New York Dispatch 1 / September 2022

Fresh approaches to the age-old traditions of ceramics, stone craft and drawing dominate in the city's top-billed autumn showcases.

The Future Perfect: ‘Ian Collings, Refigure’
8th September-20th October

Gabriel & Guillaume: ‘Vince Palacios: Haptic Memory’
8th September-10th November 

Galerie Kitsuné & Stroll Garden: ‘Haptic Memory’
8th September -2nd October

R & Company: ‘Rogan Gregory, Imperfect Truth’
9th September-28th October

Guild Gallery: ‘Casey Zablocki, Modern Relics’
15th September-26th November

Egg Collective: ‘Drawings You’ve Never Seen’
Until 4th November  

By Adrian Madlener / 12th September 2022
Exhibition view, ‘Rogan Gregory’ at R & Company, 2022 COURTESY: Rogan Gregory & R & Company

Exhibition view, ‘Rogan Gregory’ at R & Company, 2022
COURTESY: Rogan Gregory & R & Company

THE FIRST THURSDAY in September after Labor Day Weekend is an important day for New York galleries. On this evening, the city’s ever-growing roster of art, design and hybrid platforms open what are perhaps the most important shows of the year. Though not all of them uphold this tradition and exhibitions might have launched a bit earlier, or are planned to debut later, the energy around this moment remains palpable.

Amongst mainstays like R & Company and The Future Perfect – but also new platforms like Roman and Williams’s Guild Gallery downtown and Gabriel & Guillaume’s first brick and mortar space uptown – the mood is set by shows centred on ceramics, stone and the ever-beloved preparatory practice of drawing. Personal expression and mastery are also guiding principles, as are amorphous shapes and tactile surface – two shows are called “Haptic Memory”, suggesting that touch has become a primary focus. Increasingly, the lines between what is defined as art and design are blurring. Here are a few highlights from this September’s eclectic offering.

Casey Zablocki, (left) ‘Yates’, 2022 & (right) ‘Tsuki’, 2022 COURTESY: Casey Zablocki & Guild Gallery

Casey Zablocki, (left) ‘Yates’, 2022 & (right) ‘Tsuki’, 2022
COURTESY: Casey Zablocki & Guild Gallery

The Future Perfect: ‘Ian Collings, Refigure’
Once part of celebrated New York studio Fort Standard, Ian Collings ventured out on his own a few years back. Exploring the imperfections and asymmetry of natural materials like orange calcite, the artist/designer has been hard at work rendering organic forms that revel in their innate textures. These works stem from careful observations of nature he makes from his perches in Ojai, California and Costa Rica.
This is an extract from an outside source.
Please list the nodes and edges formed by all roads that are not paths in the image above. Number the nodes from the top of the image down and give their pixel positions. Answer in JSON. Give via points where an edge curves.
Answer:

With this latest collection of monolithic yet articulate sculptures on view at The Future Perfect, Collings celebrates otherness and the complex, often unexpected structures nature forms. The various metaphysical pieces – achieved in crystal-like precious stone – take on visceral volumetric qualities, while their surfaces are susceptible to dramatic interplays of light.
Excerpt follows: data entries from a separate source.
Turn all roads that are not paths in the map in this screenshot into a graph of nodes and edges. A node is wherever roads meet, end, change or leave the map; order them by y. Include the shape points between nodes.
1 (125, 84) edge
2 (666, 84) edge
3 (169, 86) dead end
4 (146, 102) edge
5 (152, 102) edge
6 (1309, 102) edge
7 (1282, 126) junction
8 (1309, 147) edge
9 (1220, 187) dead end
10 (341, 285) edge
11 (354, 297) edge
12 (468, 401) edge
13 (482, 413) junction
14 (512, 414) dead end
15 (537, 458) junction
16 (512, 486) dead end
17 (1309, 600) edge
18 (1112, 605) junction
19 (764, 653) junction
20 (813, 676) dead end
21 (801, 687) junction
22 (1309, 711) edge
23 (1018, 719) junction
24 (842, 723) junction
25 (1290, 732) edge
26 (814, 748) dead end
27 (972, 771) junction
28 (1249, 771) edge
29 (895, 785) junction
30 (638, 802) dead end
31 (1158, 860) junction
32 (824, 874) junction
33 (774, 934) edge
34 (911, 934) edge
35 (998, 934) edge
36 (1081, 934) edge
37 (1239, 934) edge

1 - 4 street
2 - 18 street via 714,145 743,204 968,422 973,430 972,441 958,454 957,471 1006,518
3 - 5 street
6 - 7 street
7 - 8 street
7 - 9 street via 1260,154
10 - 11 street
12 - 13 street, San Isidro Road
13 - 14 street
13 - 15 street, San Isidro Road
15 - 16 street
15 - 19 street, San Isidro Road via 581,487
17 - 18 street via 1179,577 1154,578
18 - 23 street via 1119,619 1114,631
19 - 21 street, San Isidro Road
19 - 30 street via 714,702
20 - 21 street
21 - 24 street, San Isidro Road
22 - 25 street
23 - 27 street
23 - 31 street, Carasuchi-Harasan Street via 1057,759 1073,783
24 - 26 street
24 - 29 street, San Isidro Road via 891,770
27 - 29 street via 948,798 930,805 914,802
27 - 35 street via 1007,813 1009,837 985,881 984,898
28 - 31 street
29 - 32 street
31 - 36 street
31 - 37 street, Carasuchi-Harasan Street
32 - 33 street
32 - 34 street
Gabriel & Guillaume: ‘Vince Palacios: Haptic Memory’
Once nomadic purveyor of historical and contemporary collectible design, Gabriel & Guillaume has put down permanent roots in the 111 W 57th Street/ Steinway Tower penthouse they helped furnish a few years back. To inaugurate this new venture, the gallery is hosting a solo exhibition of established Los Angeles-based ceramic artist Vince Palacios.

Vince Palacios, ‘Potato Tree With Cosmic Vines’, 2022 COURTESY: Vince Palacios & Gabriel & Guillaume

Vince Palacios, ‘Potato Tree With Cosmic Vines’, 2022
COURTESY: Vince Palacios & Gabriel & Guillaume

‘Vince Palacios: Haptic Memory’ offers new wares with teasing titles, both poetic and nonsensical. Characterised by bespoke forming, assembly and glazing processes, these otherworldly, molten vessels take on a life of their own. Colourful appendages are combined with crackled surface treatments and polished patinas – a riot for the senses.

Vince Palacios, ‘Abraded Vessel Blue/Yellow’, 2022 COURTESY: Vince Palacios & Gabriel & Guillaume

Vince Palacios, ‘Abraded Vessel Blue/Yellow’, 2022
COURTESY: Vince Palacios & Gabriel & Guillaume

Galerie Kitsuné & Stroll Garden: ‘Haptic Memory’
Brooklyn-based Jane Yang-D’Haene and Los Angeles’s Raina Lee approach their individual ceramic practices from different angles. What ties them together, however, is their respect for, and adaption of, their Korean and Chinese heritage – especially when it comes to silhouettes.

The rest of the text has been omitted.